**Assignment**:
All lines holding the word "Lirios" should be located in the records and copied.

Collected data
|---|
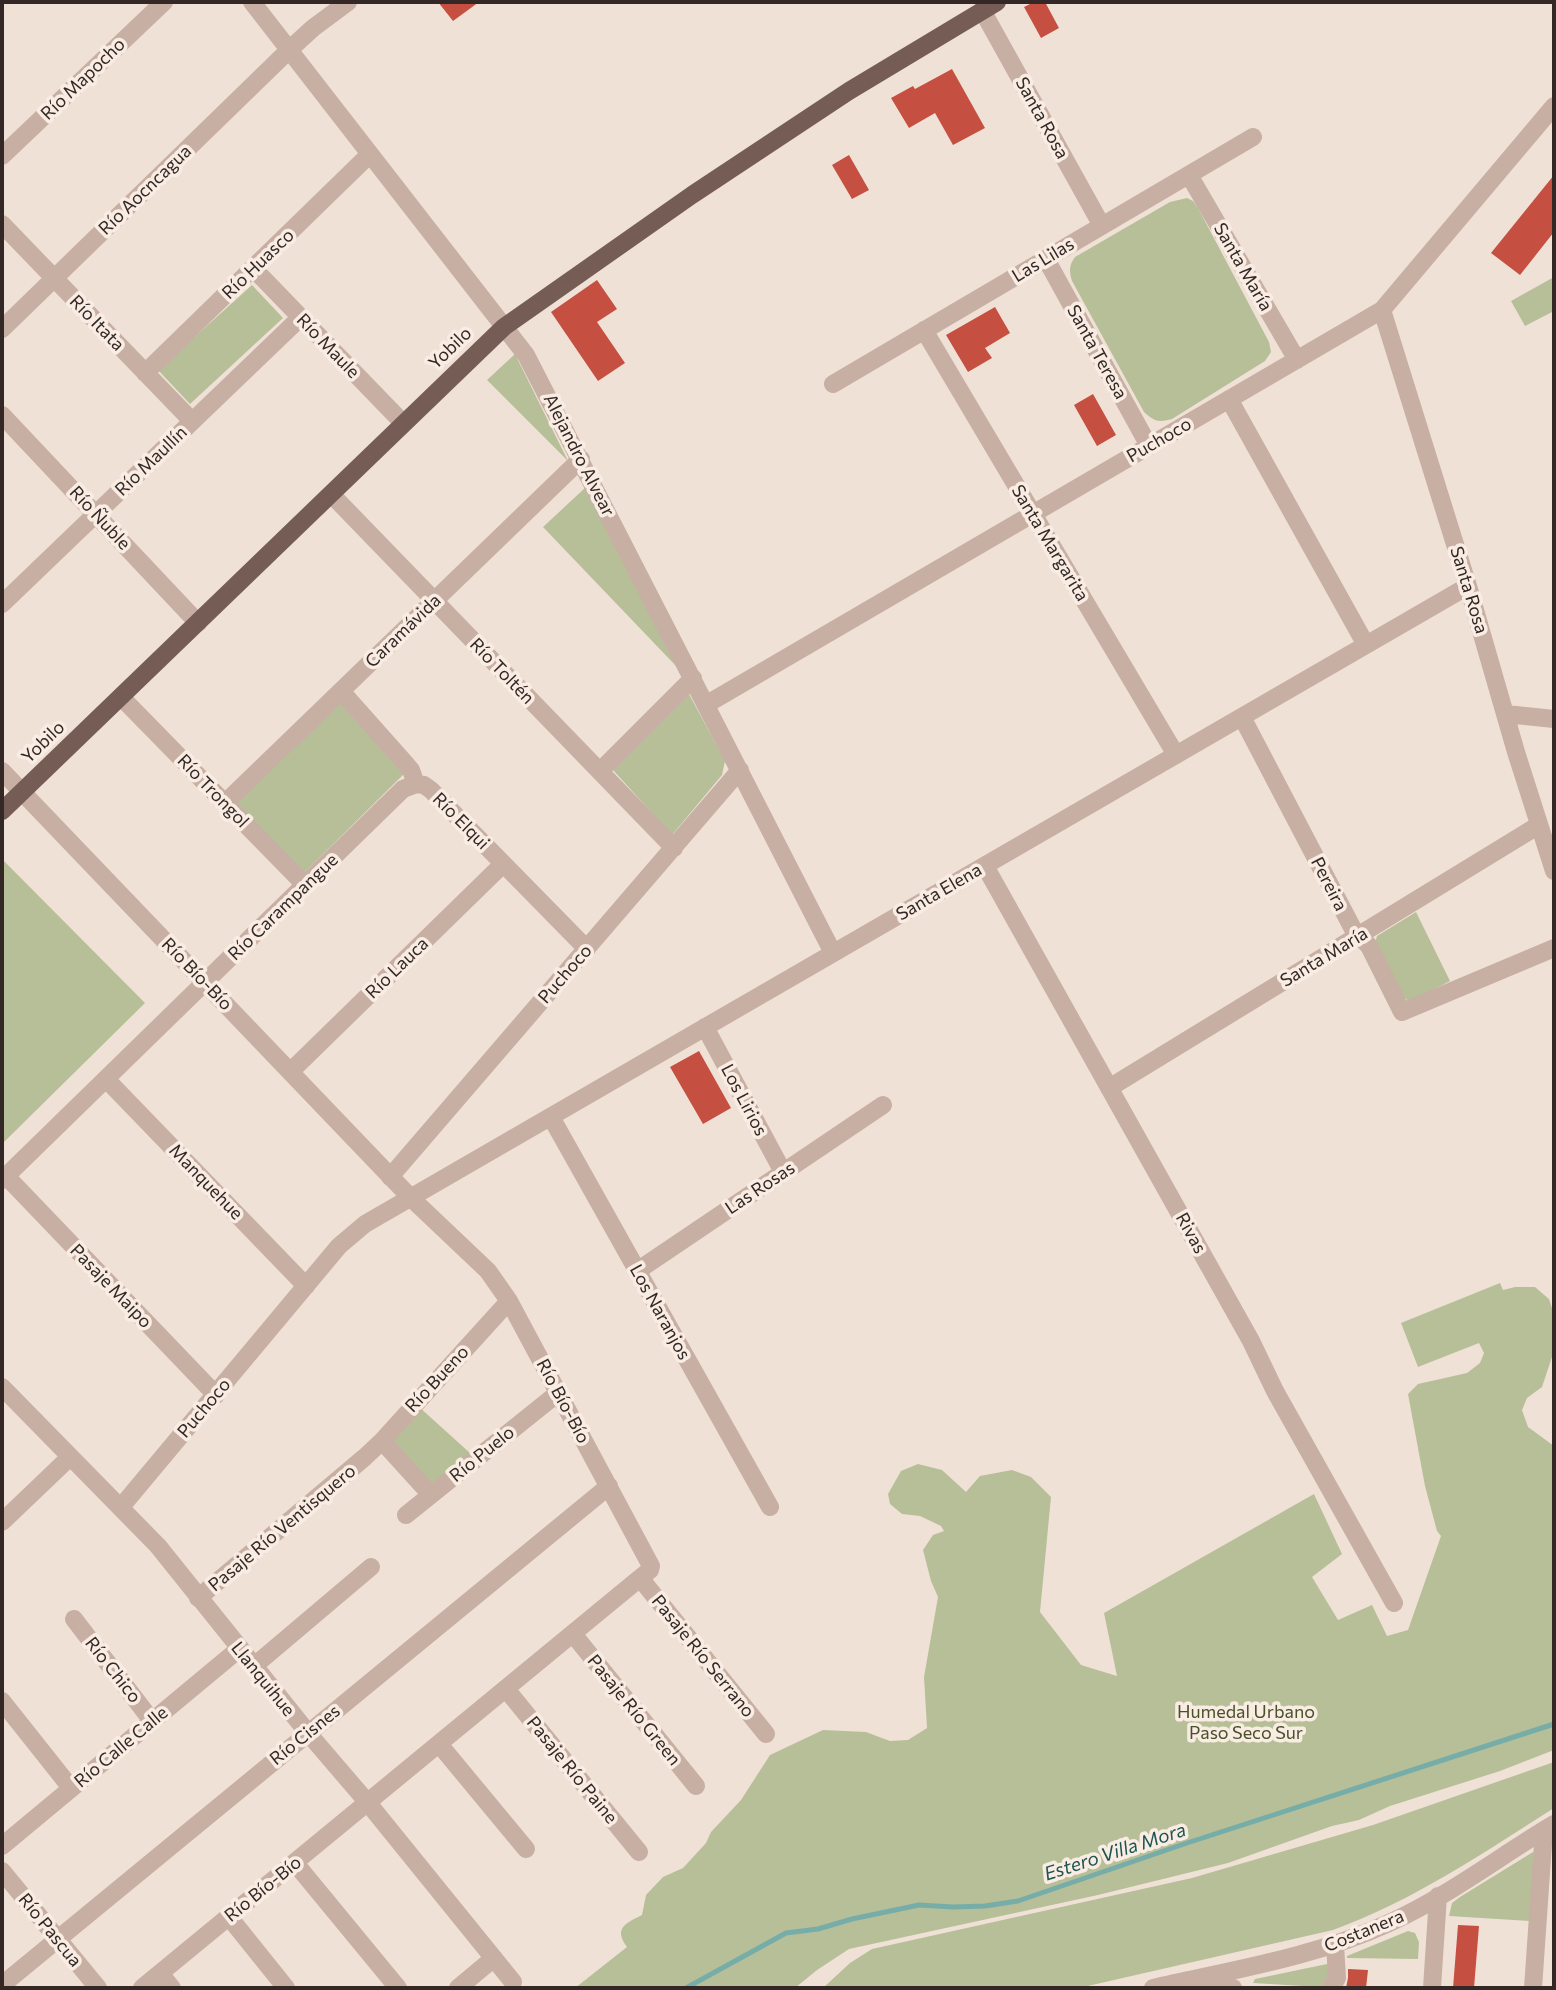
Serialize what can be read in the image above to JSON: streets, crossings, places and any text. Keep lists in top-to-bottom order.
{
  "streets": {
    "main road": ["Yobilo"],
    "street": [
      "Río Mapocho",
      "Santa Rosa",
      "Río Aocncagua",
      "Las Lilas",
      "Río Huasco",
      "Santa María",
      "Río Itata",
      "Río Maule",
      "Santa Teresa",
      "Puchoco",
      "Alejandro Alvear",
      "Río Maullín",
      "Río Ñuble",
      "Santa Margarita",
      "Caramávida",
      "Río Toltén",
      "Río Trongol",
      "Río Elqui",
      "Pereira",
      "Santa Elena",
      "Río Carampangue",
      "Río Lauca",
      "Río Bío-Bío",
      "Los Lirios",
      "Manquehue",
      "Las Rosas",
      "Rivas",
      "Pasaje Maipo",
      "Los Naranjos",
      "Río Bueno",
      "Río Puelo",
      "Pasaje Río Ventisquero",
      "Pasaje Río Serrano",
      "Río Chico",
      "Llanquihue",
      "Pasaje Río Green",
      "Río Cisnes",
      "Río Calle Calle",
      "Pasaje Río Paine",
      "Río Pascua",
      "Costanera"
    ]
  },
  "crossings": [
    ["Santa Rosa", "Las Lilas"],
    ["Santa Rosa", "Santa María"],
    ["Santa Rosa", "Yobilo"],
    ["Santa Rosa", "Puchoco"],
    ["Santa Rosa", "Santa Elena"],
    ["Río Aocncagua", "Río Itata"],
    ["Río Aocncagua", "Alejandro Alvear"],
    ["Las Lilas", "Santa María"],
    ["Las Lilas", "Santa Teresa"],
    ["Las Lilas", "Santa Margarita"],
    ["Río Huasco", "Río Itata"],
    ["Río Huasco", "Río Maule"],
    ["Río Huasco", "Alejandro Alvear"],
    ["Santa María", "Puchoco"],
    ["Santa María", "Pereira"],
    ["Santa María", "Rivas"],
    ["Río Itata", "Río Maullín"],
    ["Río Maule", "Yobilo"],
    ["Río Maule", "Río Maullín"],
    ["Yobilo", "Alejandro Alvear"],
    ["Yobilo", "Río Ñuble"],
    ["Yobilo", "Río Toltén"],
    ["Yobilo", "Río Trongol"],
    ["Yobilo", "Río Bío-Bío"],
    ["Santa Teresa", "Puchoco"],
    ["Puchoco", "Alejandro Alvear"],
    ["Puchoco", "Santa Margarita"],
    ["Puchoco", "Río Toltén"],
    ["Puchoco", "Río Elqui"],
    ["Puchoco", "Santa Elena"],
    ["Puchoco", "Río Bío-Bío"],
    ["Puchoco", "Manquehue"],
    ["Puchoco", "Pasaje Maipo"],
    ["Puchoco", "Llanquihue"],
    ["Alejandro Alvear", "Caramávida"],
    ["Alejandro Alvear", "Santa Elena"],
    ["Río Maullín", "Río Ñuble"],
    ["Santa Margarita", "Santa Elena"],
    ["Caramávida", "Río Toltén"],
    ["Caramávida", "Río Trongol"],
    ["Caramávida", "Río Elqui"],
    ["Río Trongol", "Río Carampangue"],
    ["Río Elqui", "Río Carampangue"],
    ["Río Elqui", "Río Lauca"],
    ["Pereira", "Santa Elena"],
    ["Santa Elena", "Río Bío-Bío"],
    ["Santa Elena", "Los Lirios"],
    ["Santa Elena", "Rivas"],
    ["Santa Elena", "Los Naranjos"],
    ["Río Carampangue", "Río Bío-Bío"],
    ["Río Carampangue", "Manquehue"],
    ["Río Carampangue", "Pasaje Maipo"],
    ["Río Lauca", "Río Bío-Bío"],
    ["Río Bío-Bío", "Río Bueno"],
    ["Río Bío-Bío", "Río Puelo"],
    ["Río Bío-Bío", "Pasaje Río Serrano"],
    ["Río Bío-Bío", "Llanquihue"],
    ["Río Bío-Bío", "Pasaje Río Green"],
    ["Río Bío-Bío", "Río Cisnes"],
    ["Río Bío-Bío", "Pasaje Río Paine"],
    ["Los Lirios", "Las Rosas"],
    ["Las Rosas", "Los Naranjos"],
    ["Río Bueno", "Pasaje Río Ventisquero"],
    ["Pasaje Río Ventisquero", "Llanquihue"],
    ["Río Chico", "Río Calle Calle"],
    ["Llanquihue", "Río Cisnes"],
    ["Llanquihue", "Río Calle Calle"],
    ["Río Cisnes", "Río Pascua"]
  ],
  "water": ["Estero Villa Mora"],
  "parks": ["Humedal Urbano Paso Seco Sur"]
}
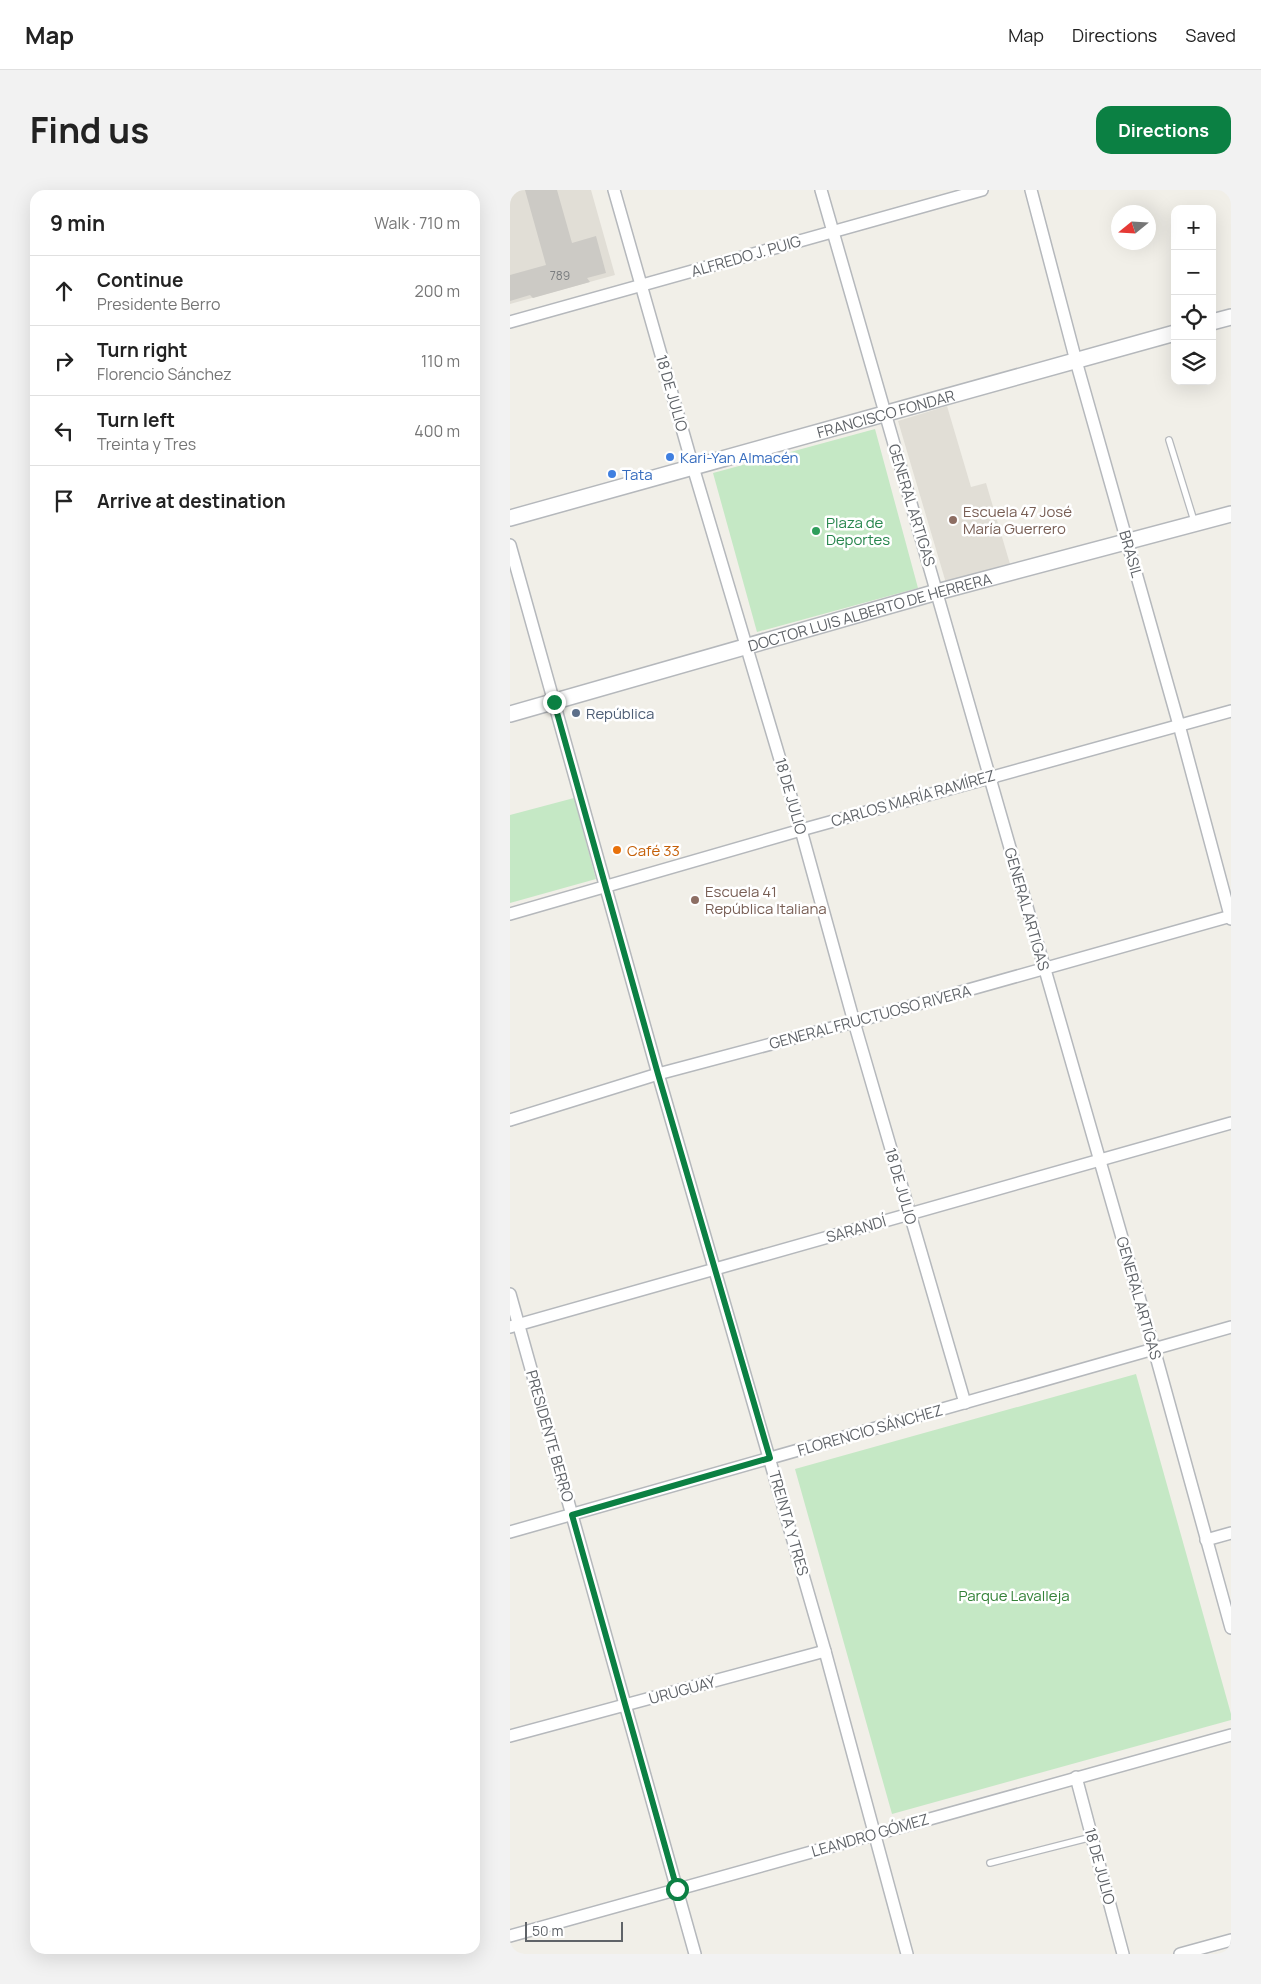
|---|
**Response box**:
      "Los Lirios",
    ["Santa Elena", "Los Lirios"],
    ["Los Lirios", "Las Rosas"],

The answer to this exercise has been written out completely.